Até que ponto a marchinha Cidade
Maravilhosa, composta em 1934 para o carnaval de 1935, corresponde à realidade
do dia-a-dia do carioca ?
Composta por André Filho, cantada por
Aurora Miranda, e com arranjo de Silva Sobreira, gravada em disco de 78 rpm,
alçada mais tarde à condição da hino da Guanabara, desde muito era a música que
todos cantavam na simplicidade da letra, e pela cadência triunfalista de seus
acordes.
É difícil encontrar por essas bandas
quem não terá entoado o estribilho do grande sucesso, tantas vezes cantado pela
irmã de Carmen Miranda, que logo sentira a potencialidade da marcha de André
Filho:
Cidade
maravilhosa, cheia de encantos mil,
Cidade
maravilhosa, coração do meu Brasil.
Se por acaso, ouvirmos a velha gravação, tingida pelo romantismo de
antanho, ela ainda guarda frases de que será fácil entoar a cadência:
Jardim florido de amor e saudade,
Terra que a todos seduz,
Que Deus te cubra de felicidade,
Ninho de Sonho e de Luz.
No entanto, até que ponto esta marcha
de trinta e cinco pode continuar a evocar-nos a cidade em que vivemos, assim
como entoá-la ao cabo dos bailes carnavalescos, como era usança?

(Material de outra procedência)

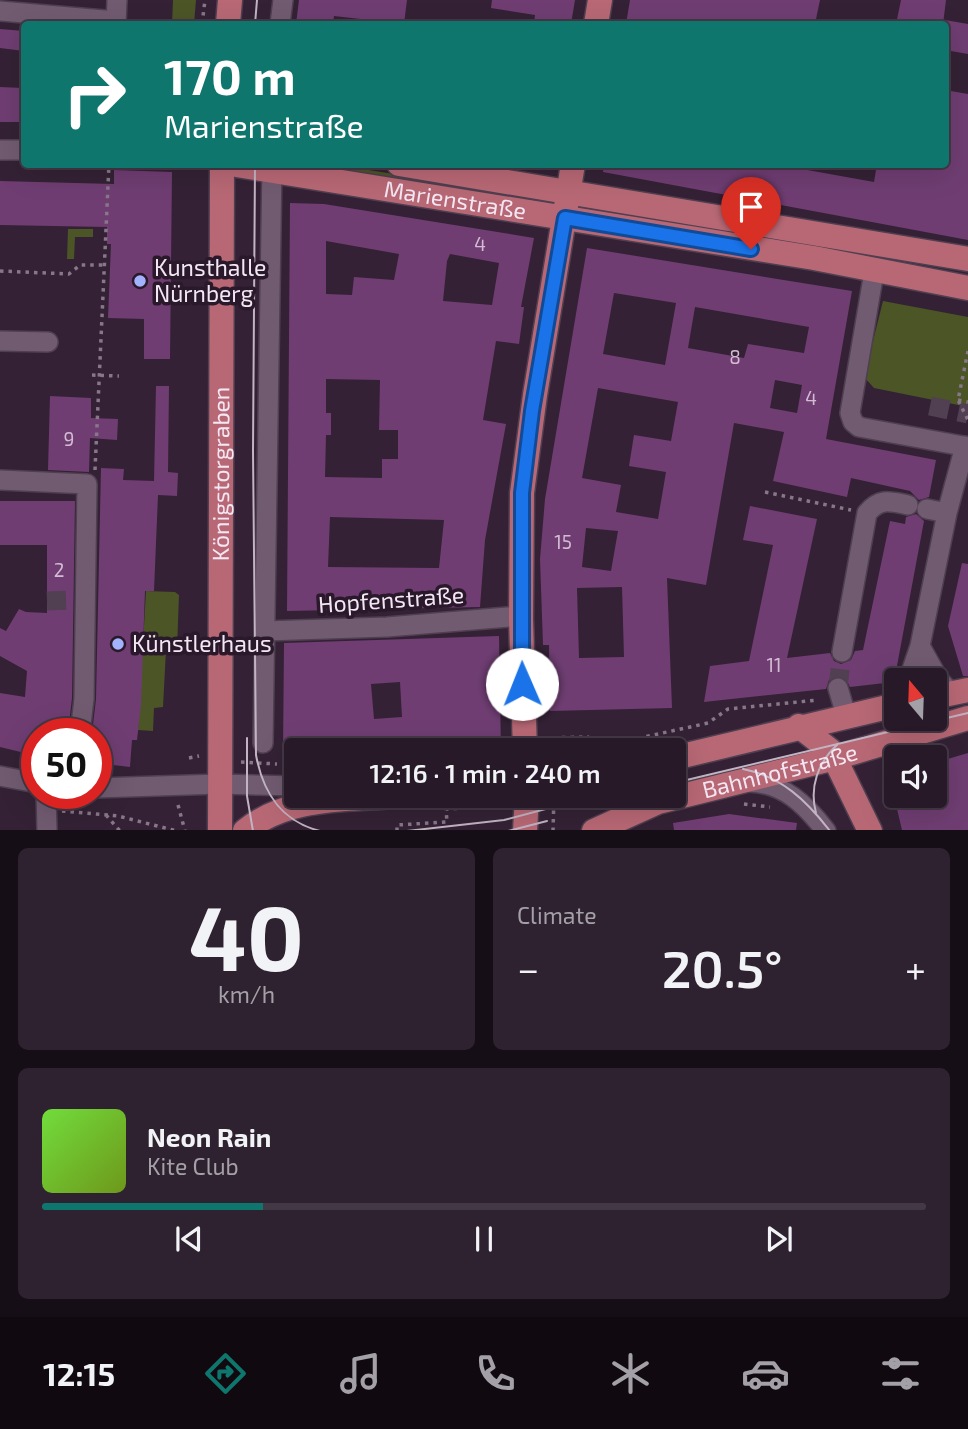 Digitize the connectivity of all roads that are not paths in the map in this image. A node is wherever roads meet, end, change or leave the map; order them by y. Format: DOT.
graph roads {
  1 [pos="117,0"];
  2 [pos="230,0"];
  3 [pos="283,0"];
  4 [pos="600,0"];
  5 [pos="0,11"];
  6 [pos="97,21"];
  7 [pos="116,21"];
  8 [pos="229,21"];
  9 [pos="281,21"];
  10 [pos="596,21"];
  11 [pos="0,150"];
  12 [pos="21,150"];
  13 [pos="222,168"];
  14 [pos="272,168"];
  15 [pos="278,168"];
  16 [pos="423,168"];
  17 [pos="572,168"];
  18 [pos="569,192"];
  19 [pos="565,218"];
  20 [pos="968,259"];
  21 [pos="874,272"];
  22 [pos="968,288"];
  23 [pos="0,341"];
  24 [pos="48,342"];
  25 [pos="967,447"];
  26 [pos="0,480"];
  27 [pos="947,513"];
  28 [pos="521,616"];
  29 [pos="265,631"];
  30 [pos="920,646"];
  31 [pos="842,652"];
  32 [pos="912,668"];
  33 [pos="951,693"];
  34 [pos="884,704"];
  35 [pos="82,718"];
  36 [pos="968,718"];
  37 [pos="799,726"];
  38 [pos="537,738"];
  39 [pos="263,743"];
  40 [pos="686,755"];
  41 [pos="835,758"];
  42 [pos="0,776"];
  43 [pos="21,780"];
  44 [pos="741,781"];
  45 [pos="284,786"];
  46 [pos="112,788"];
  47 [pos="220,789"];
  48 [pos="288,808"];
  49 [pos="526,808"];
  50 [pos="46,809"];
  51 [pos="47,830"];
  52 [pos="220,830"];
  53 [pos="236,830"];
  54 [pos="246,830"];
  55 [pos="525,830"];
  56 [pos="596,830"];
  57 [pos="825,830"];
  58 [pos="870,830"];
  1 -- 7 [label="street"];
  2 -- 8 [label="main road"];
  3 -- 9 [label="street"];
  4 -- 10 [label="main road"];
  5 -- 6 [label="street"];
  11 -- 12 [label="street"];
  13 -- 47 [label="main road, Königstorgraben"];
  14 -- 29 [label="street, Königstorgraben"];
  15 -- 19 [label="main road, Marienstraße"];
  16 -- 18 [label="main road, Marienstraße"];
  17 -- 18 [label="main road"];
  18 -- 19 [label="main road"];
  18 -- 20 [label="main road, Marienstraße"];
  19 -- 21 [label="main road, Marienstraße"];
  19 -- 28 [label="main road"];
  21 -- 22 [label="main road, Marienstraße"];
  21 -- 25 [label="street"];
  23 -- 24 [label="street"];
  25 -- 27 [label="street"];
  26 -- 35 [label="street"];
  27 -- 30 [label="street"];
  27 -- 31 [label="street"];
  28 -- 29 [label="street, Hopfenstraße"];
  28 -- 38 [label="main road"];
  29 -- 39 [label="street, Königstorgraben"];
  30 -- 32 [label="street"];
  30 -- 33 [label="street"];
  34 -- 37 [label="main road, Bahnhofstraße"];
  36 -- 41 [label="main road, Bahnhofstraße"];
  37 -- 40 [label="main road, Bahnhofstraße"];
  37 -- 41 [label="main road"];
  41 -- 44 [label="main road, Bahnhofstraße"];
  41 -- 58 [label="main road"];
  42 -- 43 [label="street"];
  44 -- 56 [label="main road, Bahnhofstraße"];
  44 -- 57 [label="street"];
  45 -- 47 [label="street"];
  46 -- 47 [label="street"];
  47 -- 52 [label="main road, Königstorgraben"];
  47 -- 53 [label="street"];
  48 -- 54 [label="main road"];
  49 -- 55 [label="main road"];
  50 -- 51 [label="street"];
}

Feita no tempo em que a mui leal e heroica Cidade de São Sebastião
do Rio de Janeiro era o principal
centro do Brasil, o seu louvor da Capital Federal, com o epíteto – Cidade
Maravilhosa – que até hoje, perdida a categoria de Capital Federal,
levada para a poeirenta Brasília em 1960, o Rio de Janeiro, quiçá pela sua
beleza natural, continuou a ser chamado de Cidade Maravilhosa.
Até que ponto tal epíteto, esse
cognome, não é aderência do passado, velho laurel de que a bela cidade reluta
em abandonar?
É o que me perguntei hoje, ao ler no site de O Globo da morte do cardiólogo ciclista, Jaime Gold, de 55 anos,
que, esfaqueado perto da curva do Calombo, na noite de ontem, foi encontrado
desacordado na ciclovia da Lagoa Rodrigo de Freitas.
Levado de ambulância para o
hospital Miguel Couto, e operado de urgência, ele não resistiu aos ferimentos.
É o caso de perguntar, em que mundo
e em que cidade nos encontramos?
Pode-se ainda falar de “cidade
maravilhosa” no Rio e sem dúvida em outras capitais do Brasil de hoje? Com
todas as estórias sobre a cordialidade de nossa gente, nem os jornais, nem a internet, nos falam de pessoas que
possamos imaginar continuem a andar pelas praças, ruas e avenidas citadinas na
atmosfera alegre e sem cuidados da marchinha de André Filho.
Depois de um dia de estudo e
trabalho, para o médico pareceu fosse hora de pedalar a sua bicicleta no
cenário da Lagoa Rodrigo de Freitas. Ali um prefeito providenciou ciclovia para que se pudesse circular sem
perigo no recortado e belo percurso do
entorno da Lagoa.
Mas agora os grandes espaços –
seja no aterro do Flamengo, seja na Lagoa, seja em todas as ciclovias que a
municipalidade criou para a gente carioca – viraram ermos, terreno propício
para ataque a civis indefesos, na maioria pelos chamados di menores.
São jovens crescidos, em geral
armados de facões e estiletes, que vagam com o cair do crepúsculo e da noite,
por esses grandes espaços, que acreditam promissores, para a rapina de que
vivem.
Como todos os predadores, são
espécie covarde, que não se arrisca em lugares que não sejam ermos, ou que pelo
atropelo – e é esse o formato no centro citadino – torna possível furar (como dizem) os infelizes, seja
por faltar-lhes qualquer defesa, seja por confundir-se no bulício e atropelo
das quase multidões.
Para eles, a temporada de caça
está sempre aberta. Nos largos espaços e nos pitorescos recantos da Cidade
Maravilhosa, não há polícia à vista, nem patrulhamento que honre esse
nome.
Se algo de funesto acontece, como na
morte do professor ciclista na Lagoa – pois ele não resistiu às facadas desses
jovens sem responsabilidade penal – aí então se ouvirão na mídia, e lerão na
imprensa, que a PM lamenta o ocorrido, e
que está tomando as devidas providências.
Não sei que providências são
essas, mas me recordo sempre da frase de vizinho que a propósito de segurança,
disse com o conhecimento de causa do carioca:
“No Rio de Janeiro, quem cuida da segurança é Deus.”